• EXERCISE DIRECTIONS: Look for "nodes" in each line of the entries, and return the matching lines.

• GIVEN RECORDS:
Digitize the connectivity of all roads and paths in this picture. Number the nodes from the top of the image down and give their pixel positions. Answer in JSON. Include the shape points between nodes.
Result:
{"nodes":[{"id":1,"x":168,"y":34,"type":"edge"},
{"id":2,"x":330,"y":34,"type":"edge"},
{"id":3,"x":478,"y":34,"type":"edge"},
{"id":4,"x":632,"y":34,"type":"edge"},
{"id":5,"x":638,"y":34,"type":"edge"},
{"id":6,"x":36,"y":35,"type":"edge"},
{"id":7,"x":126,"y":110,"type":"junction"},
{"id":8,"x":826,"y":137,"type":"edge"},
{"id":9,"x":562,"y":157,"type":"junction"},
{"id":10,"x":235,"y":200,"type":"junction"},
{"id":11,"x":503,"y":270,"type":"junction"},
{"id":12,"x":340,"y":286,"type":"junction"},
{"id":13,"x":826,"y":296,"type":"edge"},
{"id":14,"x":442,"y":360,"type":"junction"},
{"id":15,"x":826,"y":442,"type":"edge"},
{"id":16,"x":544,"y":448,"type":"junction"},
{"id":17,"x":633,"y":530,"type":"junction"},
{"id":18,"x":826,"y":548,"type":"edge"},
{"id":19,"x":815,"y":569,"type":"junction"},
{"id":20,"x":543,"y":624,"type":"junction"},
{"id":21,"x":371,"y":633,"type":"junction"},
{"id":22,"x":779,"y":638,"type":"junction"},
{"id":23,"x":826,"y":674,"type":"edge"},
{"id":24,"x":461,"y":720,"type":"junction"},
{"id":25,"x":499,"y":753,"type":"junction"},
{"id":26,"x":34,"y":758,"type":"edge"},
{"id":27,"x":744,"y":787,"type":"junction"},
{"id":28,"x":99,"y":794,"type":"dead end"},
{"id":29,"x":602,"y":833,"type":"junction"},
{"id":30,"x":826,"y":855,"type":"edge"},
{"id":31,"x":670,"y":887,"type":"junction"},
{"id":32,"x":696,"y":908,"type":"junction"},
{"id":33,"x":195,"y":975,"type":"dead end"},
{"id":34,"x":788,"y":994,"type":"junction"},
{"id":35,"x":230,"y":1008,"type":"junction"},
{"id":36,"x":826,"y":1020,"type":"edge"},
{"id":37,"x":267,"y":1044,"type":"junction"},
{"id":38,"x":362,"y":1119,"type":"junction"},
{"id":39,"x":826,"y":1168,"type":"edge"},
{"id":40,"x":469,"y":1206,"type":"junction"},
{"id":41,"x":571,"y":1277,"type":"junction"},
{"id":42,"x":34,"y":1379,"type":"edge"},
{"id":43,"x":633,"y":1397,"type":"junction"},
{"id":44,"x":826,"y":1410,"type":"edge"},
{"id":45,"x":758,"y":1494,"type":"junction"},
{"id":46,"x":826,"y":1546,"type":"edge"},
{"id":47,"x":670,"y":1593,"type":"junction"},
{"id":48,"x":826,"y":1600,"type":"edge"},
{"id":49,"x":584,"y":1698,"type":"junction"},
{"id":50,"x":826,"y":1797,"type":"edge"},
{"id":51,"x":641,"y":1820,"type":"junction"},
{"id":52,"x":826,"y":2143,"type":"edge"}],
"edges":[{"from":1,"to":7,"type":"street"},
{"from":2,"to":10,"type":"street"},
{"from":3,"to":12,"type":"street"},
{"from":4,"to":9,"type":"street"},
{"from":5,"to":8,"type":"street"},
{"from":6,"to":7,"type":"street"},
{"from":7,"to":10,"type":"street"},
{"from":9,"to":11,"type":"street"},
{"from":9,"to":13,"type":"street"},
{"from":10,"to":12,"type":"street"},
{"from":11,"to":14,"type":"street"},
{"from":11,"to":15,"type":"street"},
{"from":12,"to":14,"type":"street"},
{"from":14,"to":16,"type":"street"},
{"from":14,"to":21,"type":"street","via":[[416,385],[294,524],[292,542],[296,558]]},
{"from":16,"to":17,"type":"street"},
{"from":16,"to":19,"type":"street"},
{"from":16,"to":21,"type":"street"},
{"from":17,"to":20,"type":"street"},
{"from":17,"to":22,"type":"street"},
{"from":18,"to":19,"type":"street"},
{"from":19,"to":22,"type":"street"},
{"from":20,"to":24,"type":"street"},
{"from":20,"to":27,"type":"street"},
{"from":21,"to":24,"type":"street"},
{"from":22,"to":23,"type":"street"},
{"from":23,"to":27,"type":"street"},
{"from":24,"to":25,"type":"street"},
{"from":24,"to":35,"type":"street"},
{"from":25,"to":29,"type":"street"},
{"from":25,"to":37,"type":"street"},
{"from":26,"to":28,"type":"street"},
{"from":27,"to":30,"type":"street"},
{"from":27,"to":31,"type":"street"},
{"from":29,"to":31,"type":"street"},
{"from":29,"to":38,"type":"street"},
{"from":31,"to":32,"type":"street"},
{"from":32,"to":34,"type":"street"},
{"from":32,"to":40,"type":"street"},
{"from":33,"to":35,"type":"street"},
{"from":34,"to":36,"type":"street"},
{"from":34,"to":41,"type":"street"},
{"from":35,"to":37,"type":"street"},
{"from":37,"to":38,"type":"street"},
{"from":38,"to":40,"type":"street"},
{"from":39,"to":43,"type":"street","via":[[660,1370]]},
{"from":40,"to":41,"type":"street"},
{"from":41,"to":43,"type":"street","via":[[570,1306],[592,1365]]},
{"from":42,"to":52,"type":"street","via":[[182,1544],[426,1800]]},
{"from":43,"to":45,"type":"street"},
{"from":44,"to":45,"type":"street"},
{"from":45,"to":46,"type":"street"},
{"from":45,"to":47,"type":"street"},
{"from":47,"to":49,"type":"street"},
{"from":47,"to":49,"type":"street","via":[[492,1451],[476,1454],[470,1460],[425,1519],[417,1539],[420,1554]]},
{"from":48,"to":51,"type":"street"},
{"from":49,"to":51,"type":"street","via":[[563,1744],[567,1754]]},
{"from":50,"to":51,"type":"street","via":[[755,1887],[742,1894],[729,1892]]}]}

• WRITTEN SOLUTION:
Digitize the connectivity of all roads and paths in this picture. Number the nodes from the top of the image down and give their pixel positions. Answer in JSON. Include the shape points between nodes.
{"nodes":[{"id":1,"x":168,"y":34,"type":"edge"},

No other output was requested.